Мрачноватый прогноз, чудовищная перспектива для человечества. Но ведь нечто подобное, какие-то «семена, зародыши вещей», которые, по словам Шекспира, «высадит и вырастит» время, видел в конце сороковых Дж. Оруэлл. Вспомним его осуждение интеллектуалов за преклонение перед любой властью, его издевательства над либералами, которые, чуя силу, пытались оправдать сначала фашизм, а затем — сталинизм, ненависть писателя к корпоративной бюрократии, в чьём коллективном управлении уже заложена коллективная безответственность, вспомним, наконец, его чёткое ощущение, действительный ужас, что благодаря всему этому «сама концепция объективной правды исчезает из мира…»
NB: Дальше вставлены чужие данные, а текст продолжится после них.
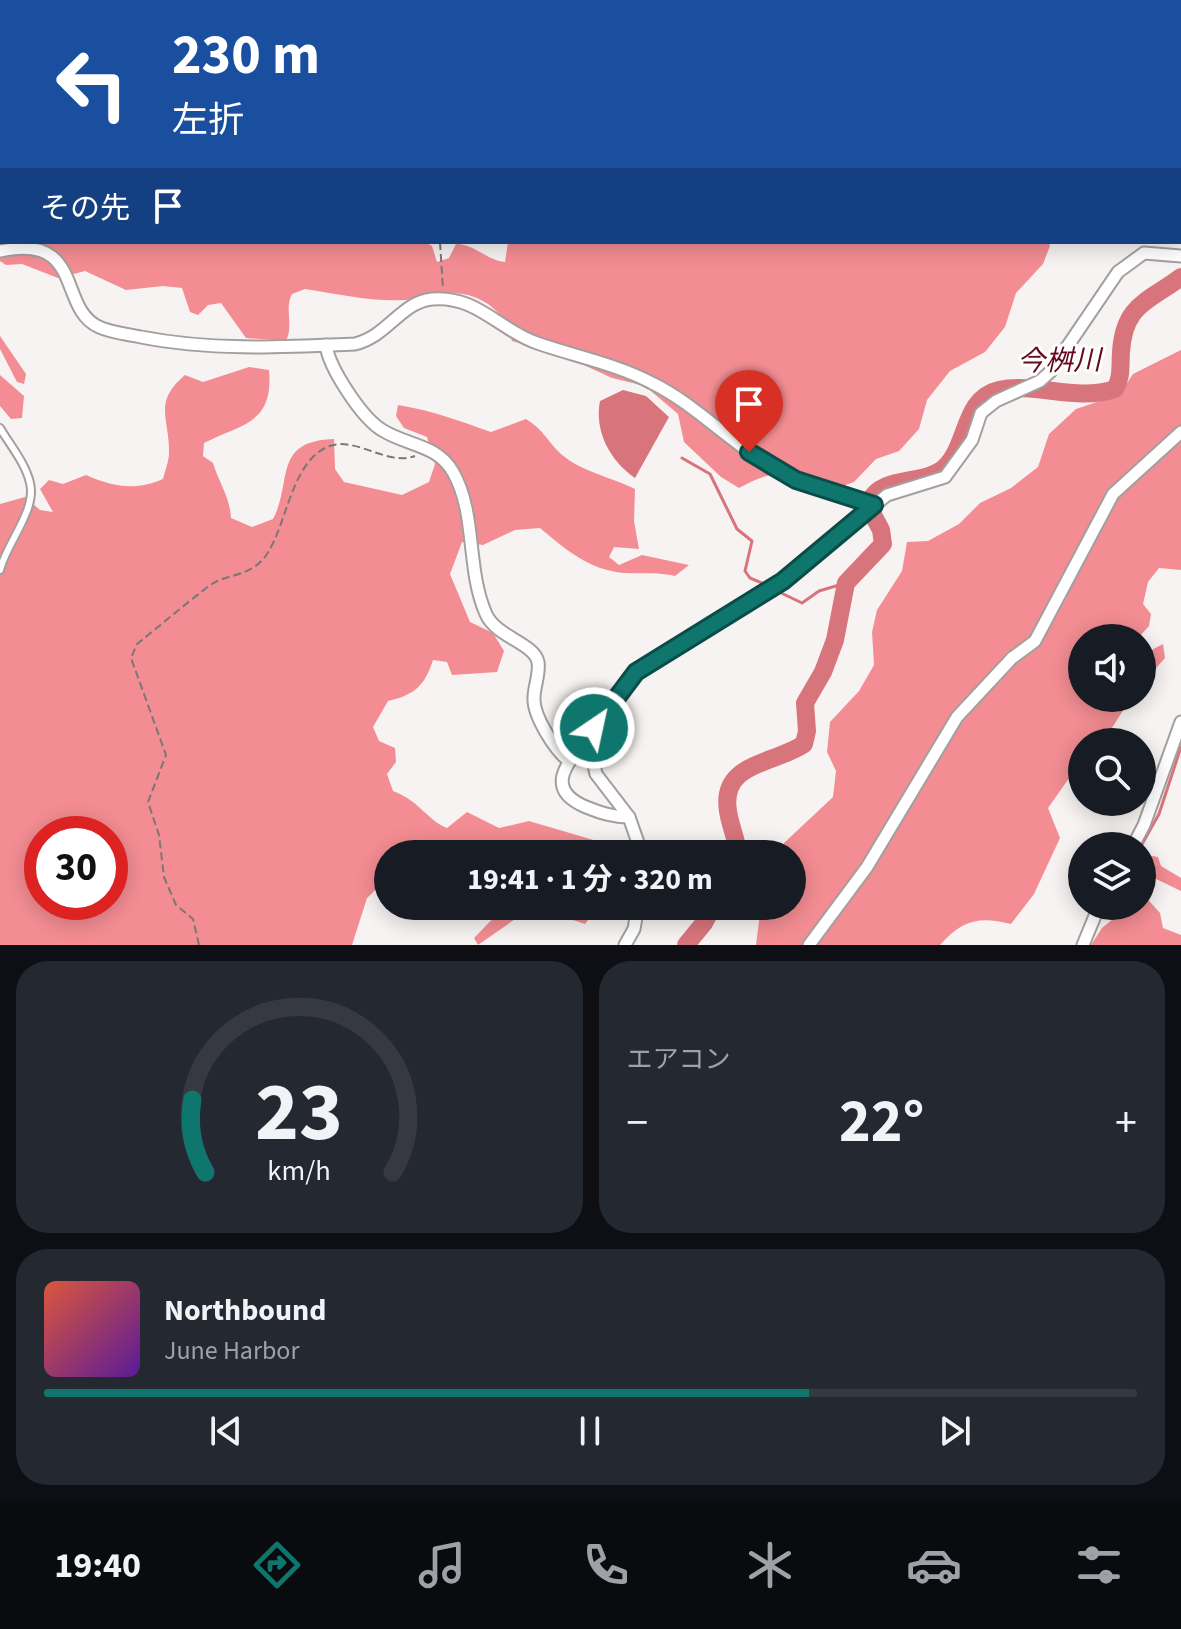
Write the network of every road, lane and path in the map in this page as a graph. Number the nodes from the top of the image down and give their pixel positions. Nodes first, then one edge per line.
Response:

Оруэллу удалось схватить этот главный конфликт эпохи — конфликт власти и духа, бюрократии и интеллигенции. Это он написал, что власть в XX веке «есть бог», что «власть — это коллектив» и в силу этого она грозит оказаться вечной. И наконец, разве не он первым «вычислил» главную причину любого тоталитаризма — то, что им, властителям, просто «невыносимо, если чья-то ироническая мысль, какой бы ни была она тайной, осталась жить в чём-то сознании»? Вот объяснение нетерпимости, ненависти и жестокости, бушующих в современном мире, вот повод прошлых, а возможно, и будущих гражданских войн и вот, с другой стороны, предлог, оправдывающий и даже требующий культа «личности», будь то мифический романный Большой Брат или непридуманные, страшные Гитлер, Муссолини, Сталин, Мао, Пол Пот.
Это уже не простоватая логическая задачка «Скотного Двора»: как «нам», умным, навязать «им», существам низшего порядка, свою волю или комплект реформ, это — нечто большее. В романе правящая «олигархия» уже не принимает в расчет «примитивных» пролов, даже в Партию не принимает их. «Пролы и звери свободны» — вот единственный «переклик» романа и сказки… Теперь Оруэлла интересует, как бюрократия, подлинные «звери» его романа, может подчинить себе Человека Духа — высочайшую ценность тысячелетней истории. Причем подчинить так, чтобы даже в сознании умного, глубокого, тонкого интеллигента не осталось ни одной «иронической мысли» по отношению к ним, чтобы он искренне поверил (а не под страхом боли, унижения и смерти) в фанатичный бред властителей: в величие Большого Брата, в вечность Партии, в то, что дважды два — пять и что свобода — это рабство.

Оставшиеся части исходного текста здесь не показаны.